Recently, though, I realized that my gluttony for more information truly knows no bounds. My boyfriend’s sister’s friend Inder, who I have met exactly twice in real life (but only once actually had a conversation with), has a blog. She posts it to Facebook, so I tend to click through, because, well, if you give me a blog that belongs to someone I have met 1+ times I will probably read it, at least a couple of times, and more if it’s interesting. Well. Turns out Inder’s blog is interesting, and so I’ve been semi-guiltily reading it for a while despite my tenuous connection to the author. Because here’s the thing: Inder is also a new (9+ months) mom, and most of her posts could probably be described as (if you were the type to use this phrase) “mommy-blogging.” (Of the best kind, I suspect — sharp and funny and… informative. But I’m getting to that.)
Plenty of people would, and probably do, think I’m weird for reading a blog that frequently features posts like this one (“Cloth diapering for busy, tired people”). And yeah, I probably am.

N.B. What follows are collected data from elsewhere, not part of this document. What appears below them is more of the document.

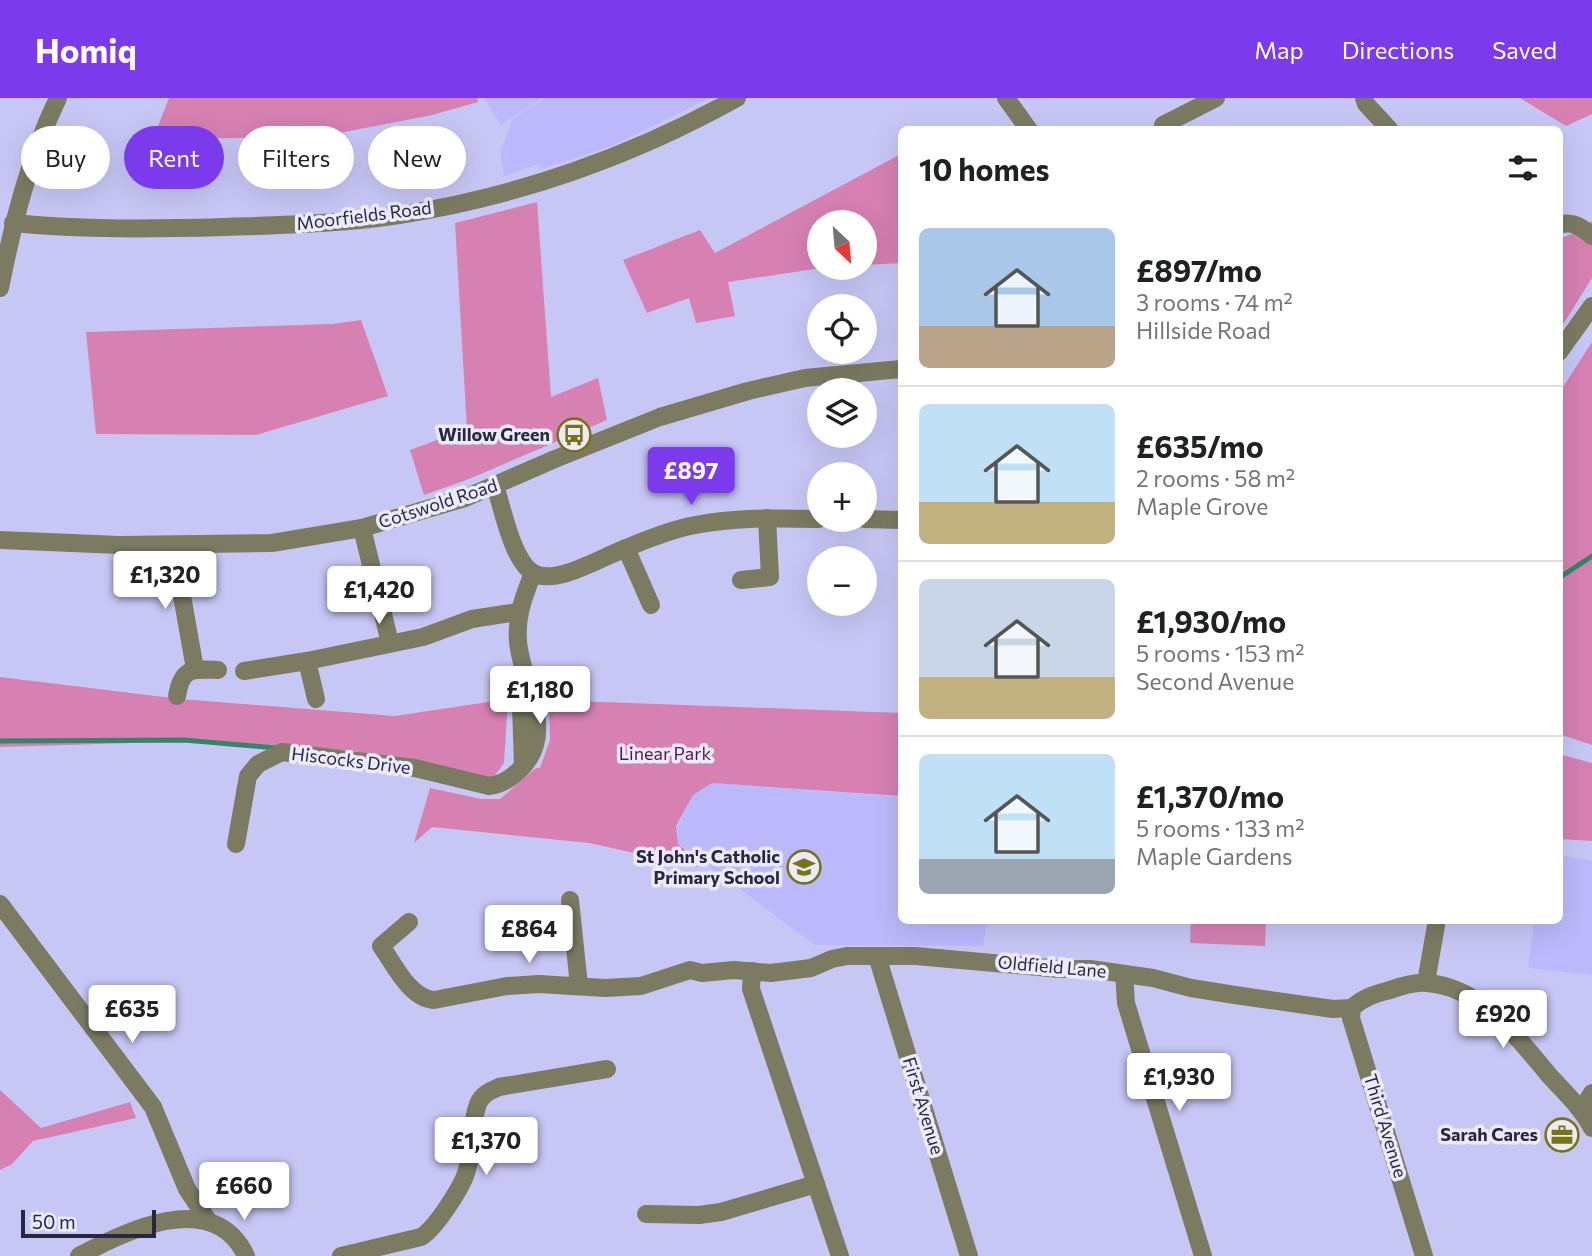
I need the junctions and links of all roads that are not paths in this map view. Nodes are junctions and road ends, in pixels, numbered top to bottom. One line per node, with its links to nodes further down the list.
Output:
1 (58, 98): 9 (street)
2 (737, 98): 9 (street, Moorfields Road)
3 (1006, 98): 7 (street)
4 (1216, 98): 6 (street)
5 (1364, 98): 8 (street)
6 (1163, 125)
7 (1026, 126)
8 (1386, 126)
9 (13, 223): 12 (street)
10 (1563, 223): 11 (street)
11 (1592, 236)
12 (0, 288)
13 (1592, 306): 14 (street)
14 (1563, 346)
15 (898, 369): 16 (street, Cotswold Road)
16 (495, 486): 21 (street, Cotswold Road); 25 (street)
17 (767, 518): 18 (street); 24 (street); 26 (street)
18 (807, 519)
19 (877, 519): 20 (street)
20 (898, 520)
21 (362, 528): 23 (street, Cotswold Road); 29 (street)
22 (0, 540): 23 (street, Cotswold Road)
23 (173, 545): 31 (street)
24 (626, 548): 25 (street); 27 (street)
25 (533, 573): 28 (street, Hiscocks Drive)
26 (740, 580)
27 (651, 605)
28 (518, 612): 29 (street); 36 (street, Hiscocks Drive)
29 (390, 643): 30 (street)
30 (307, 661): 33 (street); 35 (street)
31 (195, 669): 32 (street); 34 (street)
32 (218, 670)
33 (244, 671)
34 (177, 696)
35 (316, 699)
36 (236, 845)
37 (570, 900): 45 (street)
38 (0, 904): 53 (street)
39 (410, 922): 45 (street, Oldfield Lane)
40 (1436, 924): 44 (street)
41 (877, 956): 42 (street, Oldfield Lane); 43 (street, Oldfield Lane); 58 (street, First Avenue)
42 (752, 971): 45 (street, Oldfield Lane); 51 (street)
43 (1124, 974): 46 (street, Oldfield Lane); 59 (street)
44 (1426, 982): 46 (street); 49 (street)
45 (579, 986)
46 (1356, 1004): 60 (street, Third Avenue)
47 (607, 1069): 56 (street)
48 (1592, 1093): 49 (street)
49 (1581, 1111): 50 (street)
50 (1592, 1128)
51 (816, 1184): 52 (street); 57 (street)
52 (647, 1216)
53 (209, 1222): 54 (street); 55 (street)
54 (79, 1256)
55 (246, 1256)
56 (341, 1256)
57 (840, 1256)
58 (970, 1256)
59 (1203, 1256)
60 (1424, 1256)

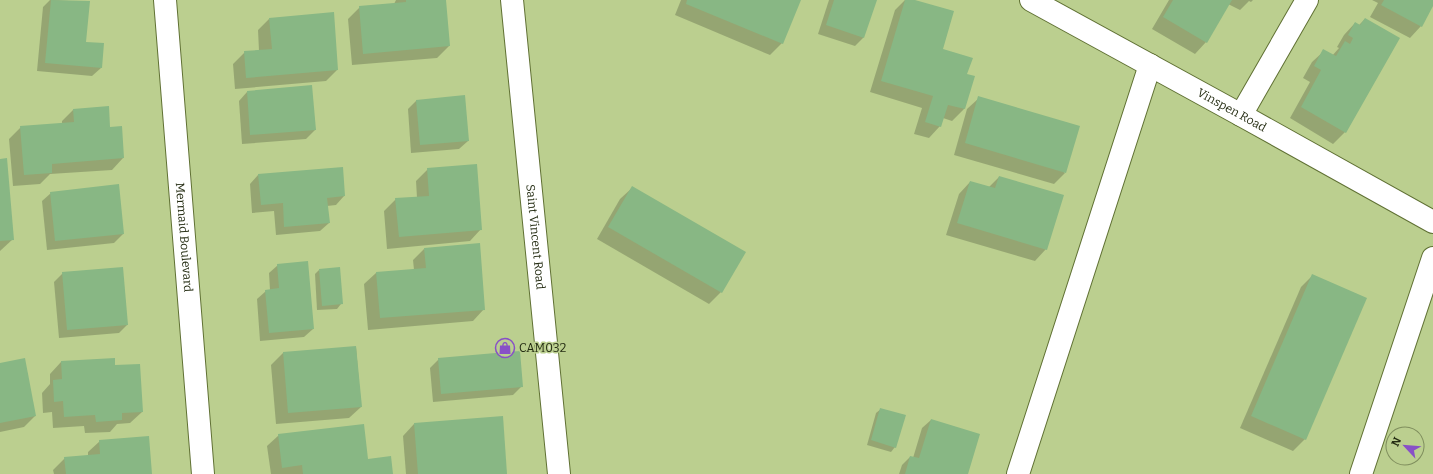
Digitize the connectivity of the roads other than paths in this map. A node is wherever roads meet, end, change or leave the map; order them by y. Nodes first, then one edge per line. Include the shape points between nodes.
1 (165, 0) edge
2 (512, 0) edge
3 (1031, 0) edge
4 (1307, 0) edge
5 (1150, 65) junction
6 (1241, 115) junction
7 (1433, 222) edge
8 (1433, 258) edge
9 (203, 474) edge
10 (559, 474) edge
11 (1018, 474) edge
12 (1361, 474) edge

1 - 9 street, Mermaid Boulevard
2 - 10 street, Saint Vincent Road
3 - 5 street, Vinspen Road
4 - 6 street
5 - 6 street, Vinspen Road
5 - 11 street
6 - 7 street, Vinspen Road
8 - 12 street

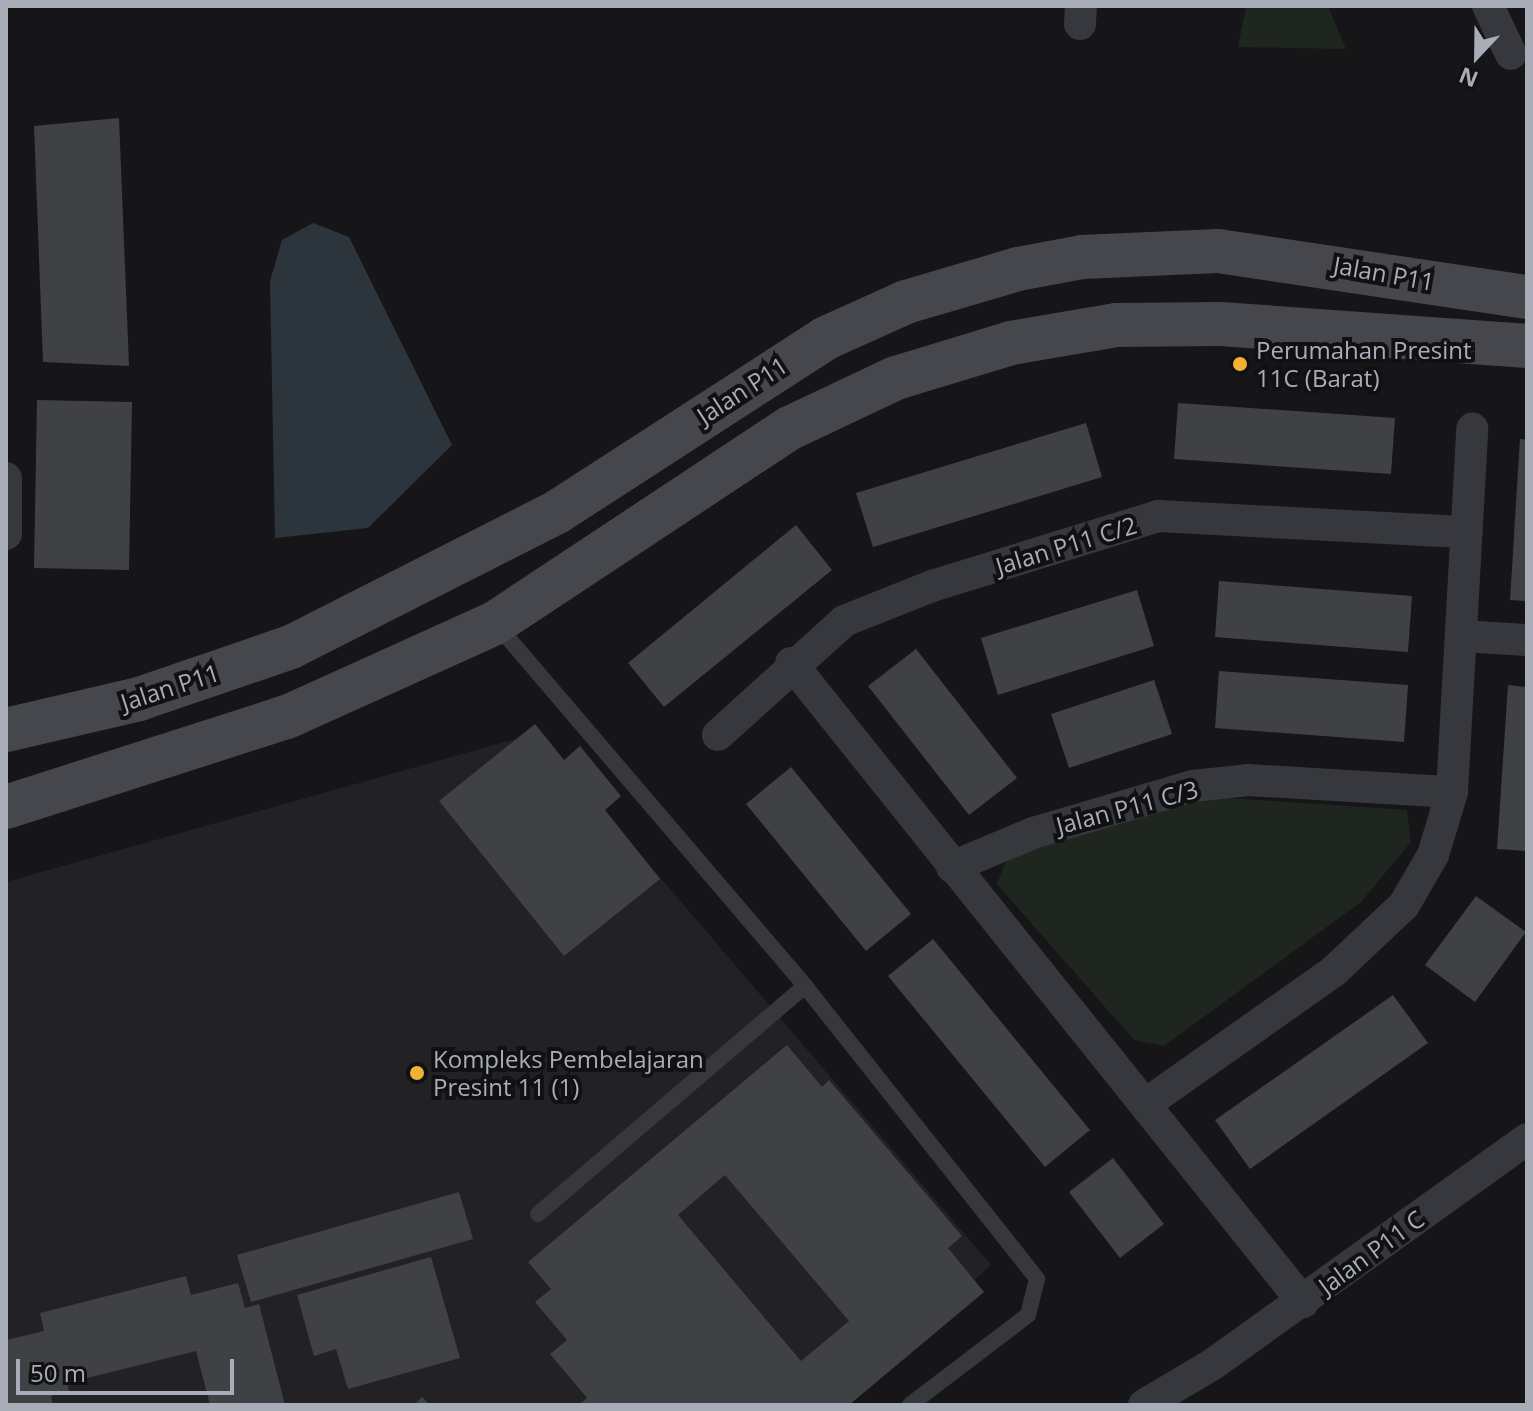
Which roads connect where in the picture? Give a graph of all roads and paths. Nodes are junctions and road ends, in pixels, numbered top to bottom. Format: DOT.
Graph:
graph roads {
  1 [pos="1488,6"];
  2 [pos="1511,54"];
  3 [pos="1527,297"];
  4 [pos="1527,346"];
  5 [pos="1472,429"];
  6 [pos="6,478"];
  7 [pos="1467,532"];
  8 [pos="6,534"];
  9 [pos="495,623"];
  10 [pos="1463,636"];
  11 [pos="1527,640"];
  12 [pos="791,663"];
  13 [pos="6,730"];
  14 [pos="718,735"];
  15 [pos="1452,792"];
  16 [pos="6,807"];
  17 [pos="952,867"];
  18 [pos="805,986"];
  19 [pos="1147,1103"];
  20 [pos="1527,1139"];
  21 [pos="538,1214"];
  22 [pos="1303,1302"];
  23 [pos="1213,1364"];
  24 [pos="910,1405"];
  25 [pos="1144,1405"];
  26 [pos="1184,1405"];
  1 -- 2 [label="street"];
  3 -- 13 [label="main road, Jalan P11"];
  4 -- 9 [label="main road"];
  5 -- 7 [label="street"];
  6 -- 8 [label="street"];
  7 -- 10 [label="street"];
  7 -- 12 [label="street, Jalan P11 C/2"];
  9 -- 16 [label="main road"];
  9 -- 18 [label="lane"];
  10 -- 11 [label="street"];
  10 -- 15 [label="street"];
  12 -- 14 [label="street, Jalan P11 C/2"];
  12 -- 17 [label="street"];
  15 -- 17 [label="street, Jalan P11 C/3"];
  15 -- 19 [label="street"];
  17 -- 19 [label="street"];
  18 -- 21 [label="lane"];
  18 -- 24 [label="lane"];
  19 -- 22 [label="street"];
  20 -- 22 [label="street, Jalan P11 C"];
  22 -- 23 [label="street, Jalan P11 C"];
  23 -- 25 [label="street, Jalan P11 C"];
  23 -- 26 [label="street, Jalan P11 C"];
}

But I can’t help it. It just seems so useful. To the point where, midway through the diaper post, I found myself wondering, should I be bookmarking this? I even clicked through on the instructions on relanolizing wool, and though about bookmarking that. (Apparently, it’s not as hard as it sounds.)
I resisted, but the impulse nevertheless surprised me a bit and made me think. Why would a girl with no baby plans, even one who had an tendency to overdesire info, find this so compelling?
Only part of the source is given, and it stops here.